Prediction of spontaneous autoimmune diabetes in NOD mice by quantification of autoreactive T cells in peripheral blood
J. Clin. Invest. Jacqueline D. Trudeau, et al. 111:217 doi:10.1172/JCI16409 [Go to this article.]

Figure 1
High-avidity peptide/MHC class I tetramers detect a higher frequency of autoreactive T cells from freshly isolated islets. All numbers indicate percentage of CD8⁺ B220^– tetramer⁺ cells. (a) Pancreatic islets derived from 8-week-old female NOD mice were stained with tetramers associated with the indicated peptides. Data are representative of six independent experiments from mice 6–15 weeks of age. Similar results (but approximately tenfold lower) were observed with peripheral blood (data not shown). (b) Representative examples of TUM, NRP-V7, and INS tetramer staining of islets at 4, 9, 12, and 16 weeks of age. (c) Mean percentage (± SEM) of tetramer-positive cells from mice at 4–5 (n = 4), 7–10 (n = 14), 11–14 (n = 17), and 15–18 (n = 14) weeks of age.
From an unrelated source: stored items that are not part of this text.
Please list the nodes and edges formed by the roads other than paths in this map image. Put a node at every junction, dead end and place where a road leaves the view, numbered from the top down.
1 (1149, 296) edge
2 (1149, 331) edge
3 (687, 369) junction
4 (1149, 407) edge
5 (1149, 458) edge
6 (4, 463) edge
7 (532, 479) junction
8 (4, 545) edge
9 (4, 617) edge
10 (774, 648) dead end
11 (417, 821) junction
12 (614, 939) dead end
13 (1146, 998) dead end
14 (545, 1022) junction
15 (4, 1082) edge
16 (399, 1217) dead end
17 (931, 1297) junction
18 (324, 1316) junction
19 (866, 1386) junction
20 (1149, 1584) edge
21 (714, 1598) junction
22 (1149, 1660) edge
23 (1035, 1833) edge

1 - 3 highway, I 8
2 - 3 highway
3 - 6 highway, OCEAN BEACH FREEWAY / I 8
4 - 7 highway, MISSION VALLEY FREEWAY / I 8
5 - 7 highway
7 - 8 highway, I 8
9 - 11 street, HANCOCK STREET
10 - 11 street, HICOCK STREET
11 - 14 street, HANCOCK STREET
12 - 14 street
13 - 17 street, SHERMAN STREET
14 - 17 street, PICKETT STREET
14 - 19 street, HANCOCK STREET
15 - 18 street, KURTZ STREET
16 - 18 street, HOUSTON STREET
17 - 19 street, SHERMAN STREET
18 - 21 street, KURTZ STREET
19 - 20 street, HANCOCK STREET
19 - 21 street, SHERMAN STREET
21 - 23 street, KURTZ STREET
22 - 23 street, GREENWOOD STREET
NRP staining performed only at 4–5 weeks, n = 3; 7–10 weeks, n = 7; 15–18 weeks, n = 10. Data is shown also for nondiabetic mice at 32 weeks of age (n = 5). ND, not determined; PE, phycoerythrin.*P < 0.001 compared with TUM at each age. (d) Islet cells pooled from 4 mice (13–16 weeks of age) were assayed by ELISpot for IFN-γ secretion in response to TUM, NRP-V7, or INS (n = 4). Naive spleen cells from an 8.3-TCR NOD mouse were used as negative control. *P < 0.0001 compared with TUM, ^#P < 0.05 compared with INS. Inset: representative ELISpot assay: duplicate wells containing 20,000 islet cells from 14-week-old NOD mice.